→ **Exercise requirements**
Go through the listing below and repeat it exactly, dropping the pictures.

::: Given data

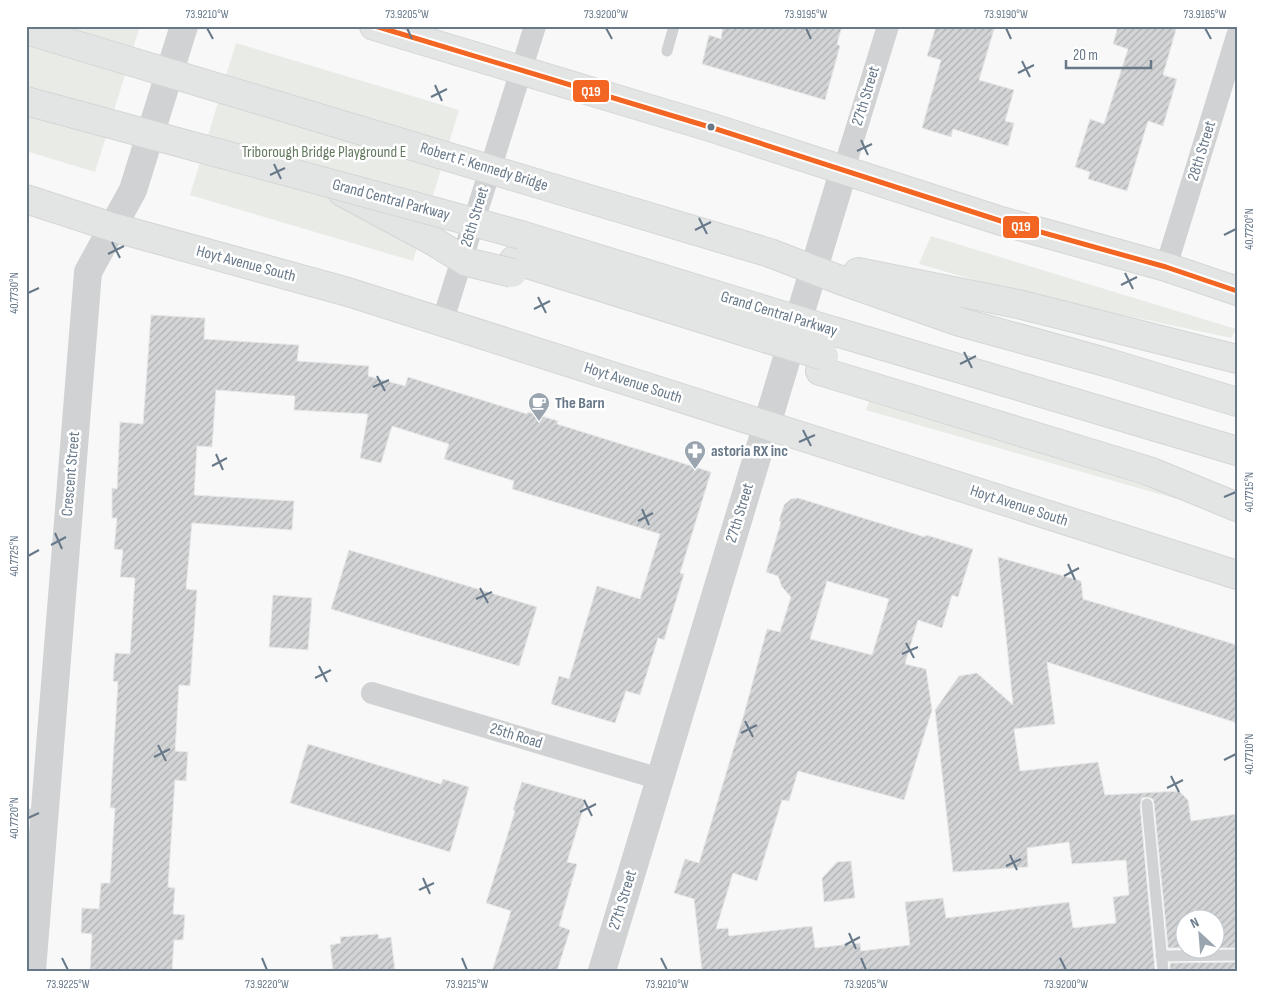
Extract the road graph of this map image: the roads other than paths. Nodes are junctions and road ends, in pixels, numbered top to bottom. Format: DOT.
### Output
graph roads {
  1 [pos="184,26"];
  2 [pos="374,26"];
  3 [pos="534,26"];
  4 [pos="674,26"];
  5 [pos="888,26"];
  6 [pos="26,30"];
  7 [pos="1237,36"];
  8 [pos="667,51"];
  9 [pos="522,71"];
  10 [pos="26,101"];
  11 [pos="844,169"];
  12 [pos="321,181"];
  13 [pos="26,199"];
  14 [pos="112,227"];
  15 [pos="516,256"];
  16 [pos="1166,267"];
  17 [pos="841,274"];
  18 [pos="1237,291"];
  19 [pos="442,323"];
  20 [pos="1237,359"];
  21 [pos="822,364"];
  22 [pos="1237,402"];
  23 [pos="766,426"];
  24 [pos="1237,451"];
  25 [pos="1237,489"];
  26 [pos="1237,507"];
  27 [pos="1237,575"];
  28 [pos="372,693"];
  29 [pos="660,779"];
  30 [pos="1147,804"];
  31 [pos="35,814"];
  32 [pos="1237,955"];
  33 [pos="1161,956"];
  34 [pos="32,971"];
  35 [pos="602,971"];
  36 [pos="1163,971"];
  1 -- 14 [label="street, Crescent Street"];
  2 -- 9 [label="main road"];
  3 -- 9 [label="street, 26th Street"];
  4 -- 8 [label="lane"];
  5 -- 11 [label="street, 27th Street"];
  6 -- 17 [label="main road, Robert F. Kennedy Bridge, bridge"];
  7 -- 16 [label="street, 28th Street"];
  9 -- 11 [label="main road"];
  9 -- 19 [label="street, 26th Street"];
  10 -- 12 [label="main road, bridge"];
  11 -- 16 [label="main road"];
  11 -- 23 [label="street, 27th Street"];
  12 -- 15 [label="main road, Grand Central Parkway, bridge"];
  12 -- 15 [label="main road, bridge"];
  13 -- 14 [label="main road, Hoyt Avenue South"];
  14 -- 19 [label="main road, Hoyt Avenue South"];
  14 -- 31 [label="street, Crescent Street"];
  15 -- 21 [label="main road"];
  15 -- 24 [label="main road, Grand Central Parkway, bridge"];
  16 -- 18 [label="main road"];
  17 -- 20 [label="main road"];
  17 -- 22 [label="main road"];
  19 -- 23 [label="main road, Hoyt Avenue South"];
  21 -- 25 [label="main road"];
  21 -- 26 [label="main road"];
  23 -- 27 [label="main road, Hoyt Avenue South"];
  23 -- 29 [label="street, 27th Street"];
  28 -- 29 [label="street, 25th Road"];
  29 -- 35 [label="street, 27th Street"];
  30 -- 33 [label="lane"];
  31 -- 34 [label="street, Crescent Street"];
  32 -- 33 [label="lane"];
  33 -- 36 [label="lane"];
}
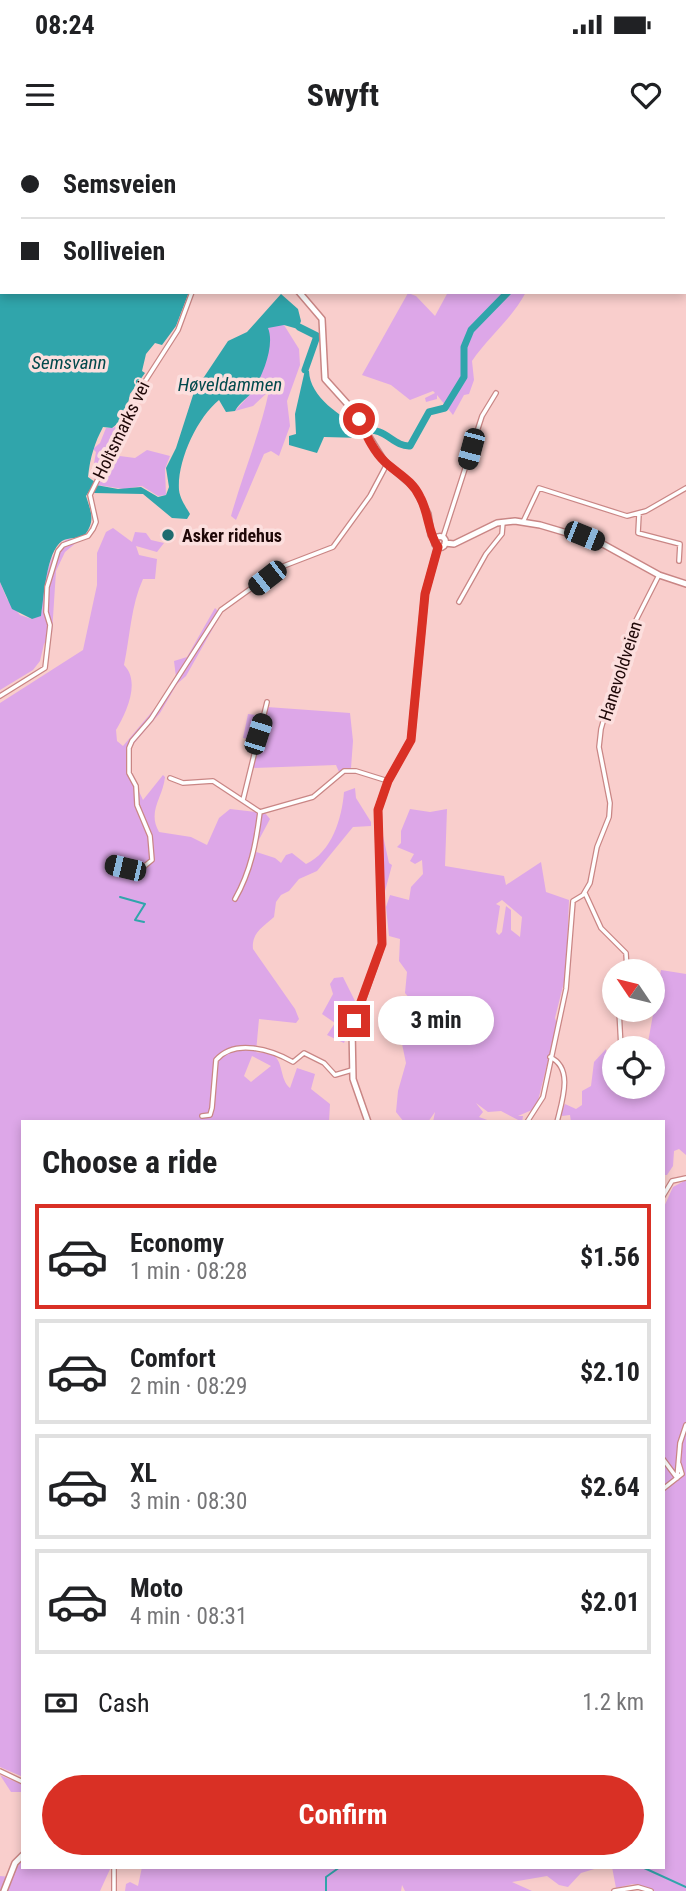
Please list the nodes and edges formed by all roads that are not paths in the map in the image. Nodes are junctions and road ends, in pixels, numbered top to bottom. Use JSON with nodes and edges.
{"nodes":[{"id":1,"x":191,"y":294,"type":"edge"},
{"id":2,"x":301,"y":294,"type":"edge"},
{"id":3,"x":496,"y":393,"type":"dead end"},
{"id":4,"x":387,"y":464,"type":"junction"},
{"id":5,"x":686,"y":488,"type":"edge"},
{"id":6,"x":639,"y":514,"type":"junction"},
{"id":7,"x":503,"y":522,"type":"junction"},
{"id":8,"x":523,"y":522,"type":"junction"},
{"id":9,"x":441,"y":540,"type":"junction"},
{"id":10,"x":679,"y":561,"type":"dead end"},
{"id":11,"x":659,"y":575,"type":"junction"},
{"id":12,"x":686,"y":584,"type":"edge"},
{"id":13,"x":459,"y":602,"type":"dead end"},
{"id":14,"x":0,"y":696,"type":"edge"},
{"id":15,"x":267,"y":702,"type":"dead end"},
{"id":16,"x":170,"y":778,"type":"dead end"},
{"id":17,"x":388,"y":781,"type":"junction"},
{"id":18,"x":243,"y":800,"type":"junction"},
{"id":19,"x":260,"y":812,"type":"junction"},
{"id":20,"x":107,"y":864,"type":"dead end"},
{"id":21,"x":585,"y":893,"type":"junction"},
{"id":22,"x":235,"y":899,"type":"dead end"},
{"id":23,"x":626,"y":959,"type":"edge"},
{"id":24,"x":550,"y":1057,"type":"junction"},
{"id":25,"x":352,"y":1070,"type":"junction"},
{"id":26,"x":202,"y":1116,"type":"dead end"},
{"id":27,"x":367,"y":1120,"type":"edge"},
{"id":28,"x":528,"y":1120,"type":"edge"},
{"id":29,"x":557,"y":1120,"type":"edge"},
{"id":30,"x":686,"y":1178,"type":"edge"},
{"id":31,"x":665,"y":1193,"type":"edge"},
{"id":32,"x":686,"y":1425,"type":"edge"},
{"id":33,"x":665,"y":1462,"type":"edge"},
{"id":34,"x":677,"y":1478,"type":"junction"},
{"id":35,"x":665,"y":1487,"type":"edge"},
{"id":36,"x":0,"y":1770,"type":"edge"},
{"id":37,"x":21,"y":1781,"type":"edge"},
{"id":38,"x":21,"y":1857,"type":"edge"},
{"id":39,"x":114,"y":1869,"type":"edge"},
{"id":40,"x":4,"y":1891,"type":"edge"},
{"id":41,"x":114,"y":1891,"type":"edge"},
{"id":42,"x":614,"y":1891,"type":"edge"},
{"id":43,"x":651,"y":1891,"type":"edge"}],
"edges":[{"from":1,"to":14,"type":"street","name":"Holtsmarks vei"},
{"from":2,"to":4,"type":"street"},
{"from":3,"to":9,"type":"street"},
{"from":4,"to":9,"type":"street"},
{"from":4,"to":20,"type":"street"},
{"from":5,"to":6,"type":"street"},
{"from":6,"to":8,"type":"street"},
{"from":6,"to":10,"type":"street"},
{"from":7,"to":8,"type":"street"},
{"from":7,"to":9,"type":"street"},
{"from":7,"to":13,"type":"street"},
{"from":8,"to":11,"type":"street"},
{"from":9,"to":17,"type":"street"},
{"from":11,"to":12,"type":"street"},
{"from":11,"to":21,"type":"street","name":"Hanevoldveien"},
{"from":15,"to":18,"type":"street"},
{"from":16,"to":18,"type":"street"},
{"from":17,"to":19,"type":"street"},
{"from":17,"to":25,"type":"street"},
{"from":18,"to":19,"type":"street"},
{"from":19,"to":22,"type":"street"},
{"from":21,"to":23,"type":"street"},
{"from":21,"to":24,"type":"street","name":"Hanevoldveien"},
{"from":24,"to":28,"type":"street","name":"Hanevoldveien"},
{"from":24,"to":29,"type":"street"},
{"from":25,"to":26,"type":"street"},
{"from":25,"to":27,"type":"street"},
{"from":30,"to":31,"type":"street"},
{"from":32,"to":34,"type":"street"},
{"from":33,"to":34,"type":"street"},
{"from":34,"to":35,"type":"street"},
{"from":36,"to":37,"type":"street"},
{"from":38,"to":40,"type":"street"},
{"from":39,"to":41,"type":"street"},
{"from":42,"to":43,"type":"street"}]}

::::::

→ **Task response**
Extract the road graph of this map image: the roads other than paths. Nodes are junctions and road ends, in pixels, numbered top to bottom. Format: DOT.
### Output
graph roads {
  1 [pos="184,26"];
  2 [pos="374,26"];
  3 [pos="534,26"];
  4 [pos="674,26"];
  5 [pos="888,26"];
  6 [pos="26,30"];
  7 [pos="1237,36"];
  8 [pos="667,51"];
  9 [pos="522,71"];
  10 [pos="26,101"];
  11 [pos="844,169"];
  12 [pos="321,181"];
  13 [pos="26,199"];
  14 [pos="112,227"];
  15 [pos="516,256"];
  16 [pos="1166,267"];
  17 [pos="841,274"];
  18 [pos="1237,291"];
  19 [pos="442,323"];
  20 [pos="1237,359"];
  21 [pos="822,364"];
  22 [pos="1237,402"];
  23 [pos="766,426"];
  24 [pos="1237,451"];
  25 [pos="1237,489"];
  26 [pos="1237,507"];
  27 [pos="1237,575"];
  28 [pos="372,693"];
  29 [pos="660,779"];
  30 [pos="1147,804"];
  31 [pos="35,814"];
  32 [pos="1237,955"];
  33 [pos="1161,956"];
  34 [pos="32,971"];
  35 [pos="602,971"];
  36 [pos="1163,971"];
  1 -- 14 [label="street, Crescent Street"];
  2 -- 9 [label="main road"];
  3 -- 9 [label="street, 26th Street"];
  4 -- 8 [label="lane"];
  5 -- 11 [label="street, 27th Street"];
  6 -- 17 [label="main road, Robert F. Kennedy Bridge, bridge"];
  7 -- 16 [label="street, 28th Street"];
  9 -- 11 [label="main road"];
  9 -- 19 [label="street, 26th Street"];
  10 -- 12 [label="main road, bridge"];
  11 -- 16 [label="main road"];
  11 -- 23 [label="street, 27th Street"];
  12 -- 15 [label="main road, Grand Central Parkway, bridge"];
  12 -- 15 [label="main road, bridge"];
  13 -- 14 [label="main road, Hoyt Avenue South"];
  14 -- 19 [label="main road, Hoyt Avenue South"];
  14 -- 31 [label="street, Crescent Street"];
  15 -- 21 [label="main road"];
  15 -- 24 [label="main road, Grand Central Parkway, bridge"];
  16 -- 18 [label="main road"];
  17 -- 20 [label="main road"];
  17 -- 22 [label="main road"];
  19 -- 23 [label="main road, Hoyt Avenue South"];
  21 -- 25 [label="main road"];
  21 -- 26 [label="main road"];
  23 -- 27 [label="main road, Hoyt Avenue South"];
  23 -- 29 [label="street, 27th Street"];
  28 -- 29 [label="street, 25th Road"];
  29 -- 35 [label="street, 27th Street"];
  30 -- 33 [label="lane"];
  31 -- 34 [label="street, Crescent Street"];
  32 -- 33 [label="lane"];
  33 -- 36 [label="lane"];
}
Please list the nodes and edges formed by all roads that are not paths in the map in the image. Nodes are junctions and road ends, in pixels, numbered top to bottom. Use JSON with nodes and edges.
{"nodes":[{"id":1,"x":191,"y":294,"type":"edge"},
{"id":2,"x":301,"y":294,"type":"edge"},
{"id":3,"x":496,"y":393,"type":"dead end"},
{"id":4,"x":387,"y":464,"type":"junction"},
{"id":5,"x":686,"y":488,"type":"edge"},
{"id":6,"x":639,"y":514,"type":"junction"},
{"id":7,"x":503,"y":522,"type":"junction"},
{"id":8,"x":523,"y":522,"type":"junction"},
{"id":9,"x":441,"y":540,"type":"junction"},
{"id":10,"x":679,"y":561,"type":"dead end"},
{"id":11,"x":659,"y":575,"type":"junction"},
{"id":12,"x":686,"y":584,"type":"edge"},
{"id":13,"x":459,"y":602,"type":"dead end"},
{"id":14,"x":0,"y":696,"type":"edge"},
{"id":15,"x":267,"y":702,"type":"dead end"},
{"id":16,"x":170,"y":778,"type":"dead end"},
{"id":17,"x":388,"y":781,"type":"junction"},
{"id":18,"x":243,"y":800,"type":"junction"},
{"id":19,"x":260,"y":812,"type":"junction"},
{"id":20,"x":107,"y":864,"type":"dead end"},
{"id":21,"x":585,"y":893,"type":"junction"},
{"id":22,"x":235,"y":899,"type":"dead end"},
{"id":23,"x":626,"y":959,"type":"edge"},
{"id":24,"x":550,"y":1057,"type":"junction"},
{"id":25,"x":352,"y":1070,"type":"junction"},
{"id":26,"x":202,"y":1116,"type":"dead end"},
{"id":27,"x":367,"y":1120,"type":"edge"},
{"id":28,"x":528,"y":1120,"type":"edge"},
{"id":29,"x":557,"y":1120,"type":"edge"},
{"id":30,"x":686,"y":1178,"type":"edge"},
{"id":31,"x":665,"y":1193,"type":"edge"},
{"id":32,"x":686,"y":1425,"type":"edge"},
{"id":33,"x":665,"y":1462,"type":"edge"},
{"id":34,"x":677,"y":1478,"type":"junction"},
{"id":35,"x":665,"y":1487,"type":"edge"},
{"id":36,"x":0,"y":1770,"type":"edge"},
{"id":37,"x":21,"y":1781,"type":"edge"},
{"id":38,"x":21,"y":1857,"type":"edge"},
{"id":39,"x":114,"y":1869,"type":"edge"},
{"id":40,"x":4,"y":1891,"type":"edge"},
{"id":41,"x":114,"y":1891,"type":"edge"},
{"id":42,"x":614,"y":1891,"type":"edge"},
{"id":43,"x":651,"y":1891,"type":"edge"}],
"edges":[{"from":1,"to":14,"type":"street","name":"Holtsmarks vei"},
{"from":2,"to":4,"type":"street"},
{"from":3,"to":9,"type":"street"},
{"from":4,"to":9,"type":"street"},
{"from":4,"to":20,"type":"street"},
{"from":5,"to":6,"type":"street"},
{"from":6,"to":8,"type":"street"},
{"from":6,"to":10,"type":"street"},
{"from":7,"to":8,"type":"street"},
{"from":7,"to":9,"type":"street"},
{"from":7,"to":13,"type":"street"},
{"from":8,"to":11,"type":"street"},
{"from":9,"to":17,"type":"street"},
{"from":11,"to":12,"type":"street"},
{"from":11,"to":21,"type":"street","name":"Hanevoldveien"},
{"from":15,"to":18,"type":"street"},
{"from":16,"to":18,"type":"street"},
{"from":17,"to":19,"type":"street"},
{"from":17,"to":25,"type":"street"},
{"from":18,"to":19,"type":"street"},
{"from":19,"to":22,"type":"street"},
{"from":21,"to":23,"type":"street"},
{"from":21,"to":24,"type":"street","name":"Hanevoldveien"},
{"from":24,"to":28,"type":"street","name":"Hanevoldveien"},
{"from":24,"to":29,"type":"street"},
{"from":25,"to":26,"type":"street"},
{"from":25,"to":27,"type":"street"},
{"from":30,"to":31,"type":"street"},
{"from":32,"to":34,"type":"street"},
{"from":33,"to":34,"type":"street"},
{"from":34,"to":35,"type":"street"},
{"from":36,"to":37,"type":"street"},
{"from":38,"to":40,"type":"street"},
{"from":39,"to":41,"type":"street"},
{"from":42,"to":43,"type":"street"}]}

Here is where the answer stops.